What they heck does that title mean, why are we trying to train prospects who don’t even have the product yet?
While it is my attempt at being provocative, let me explain the thought. Essentially, it echoes my philosophy about re-casting useful product training into a role in product marketing.
To expand on this a bit, from a marketing perspective, if we can create targeted, interactive product experiences (such as using product simulations) that satisfy a prospect’s need for information about the product, we can increase the engagement, helping to move the prospect along the sales cycle. So what kind of information does a prospect need?
It turns out, not by coincidence, that prospects who are looking at a product need at some level to understand that they can use/operate it, which is similar (but not identical) to the customer who needs to know how to use/operate it to solve their issues. I’m not saying that we reuse the same product training exactly for product marketing, rather, we re-purpose that content such that we give prospects the confidence they can learn to operate it. Simulations can be a great, multi-purpose vehicle that can be adapted in training, marketing, and even product design/testing.

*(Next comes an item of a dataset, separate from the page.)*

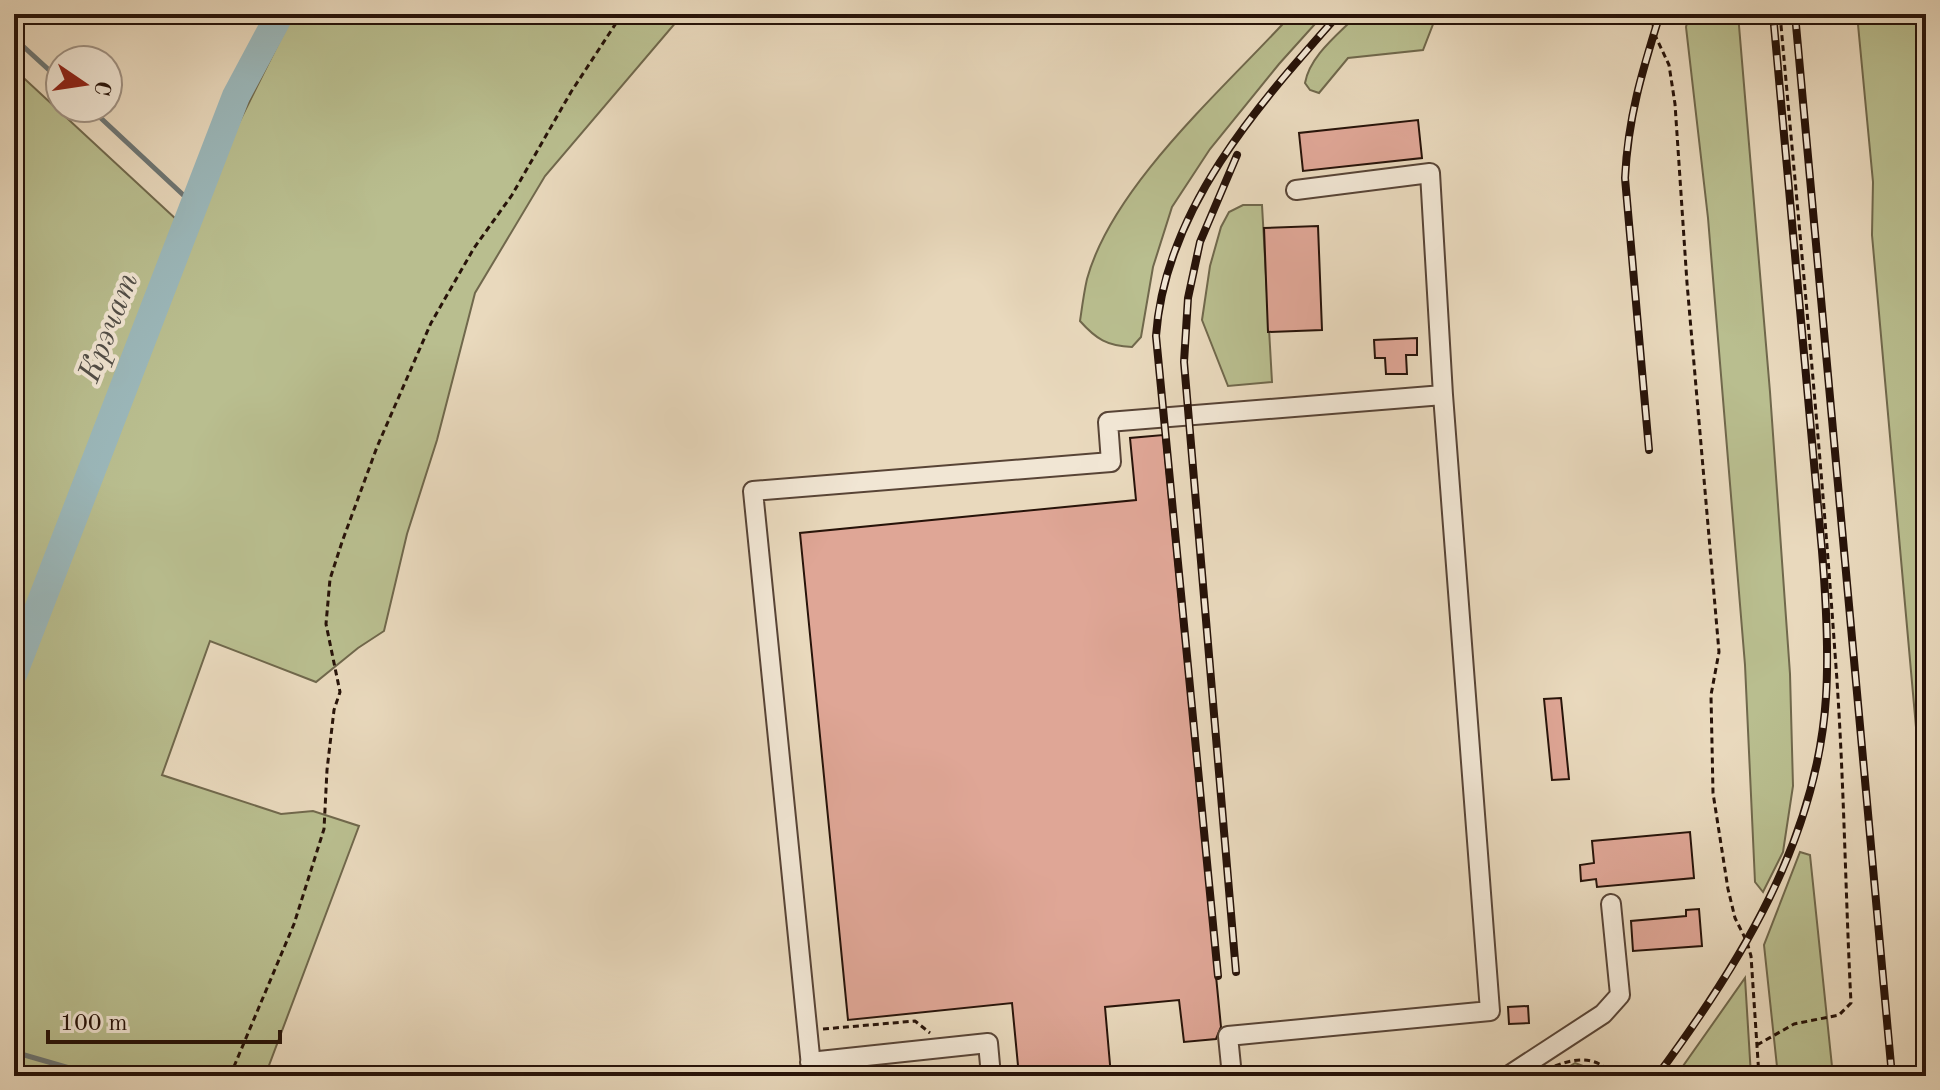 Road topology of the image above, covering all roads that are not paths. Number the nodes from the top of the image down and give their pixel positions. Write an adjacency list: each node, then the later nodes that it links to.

The motivation for this post came to me while I was just reading a post “Customer Engagement and the Mini-Cooper” by Scott Gillum, in which he reflects on a new, disruptive driver experience he had in Mini-Cooper and how it made him think about how he needed to engage with the car, and how that engagement might apply outside this experience. Scott reflects:
It got me thinking about how we engage customers. There is a bunch of noise being made about customer engagement; the question for most of us is how to make it happen. Intuitively it makes sense, but from an execution standpoint, it’s still a bit of a mystery.
For some time, it was thought that we had to create games and other tricks to make our site “sticky”, while we threw up the same old literature about our products and company, albeit in a digital form. Make the experience fun for the kids, then try to sneak in the vegetables (our products and ads for our product) somehow. And hope that the viewers don’t have ad blockers.
I have always maintained that we shouldn’t be so defensive about interest in our products and how to use them — that’s why the prospects and customers are really interested in us, and that is what will keep them coming back, that is, how to use our products or services better.
Therefore, my answer to Scott’s question is that a primary way to engage customers should be to connect through experiences with the products that the prospects and customers are interested in the first place! A product simulation for the Mini-Cooper could give a taste of the experience and the quirkiness. A nice set of simulations could be spun in a marketing way — enabling specific interactive exploration, only getting to a certain depth — and used in a training way, providing more depth about how to operate the various functions.
Scott continues:
It showed me that you could create an engaging experience by leveraging what you already have.
This brings it back to my title. One way for a company to increase their customer engagement is to leverage their successful training materials, and then adapt those to a marketing perspective. Of course I am a huge believer in using interactive product simulations in both camps.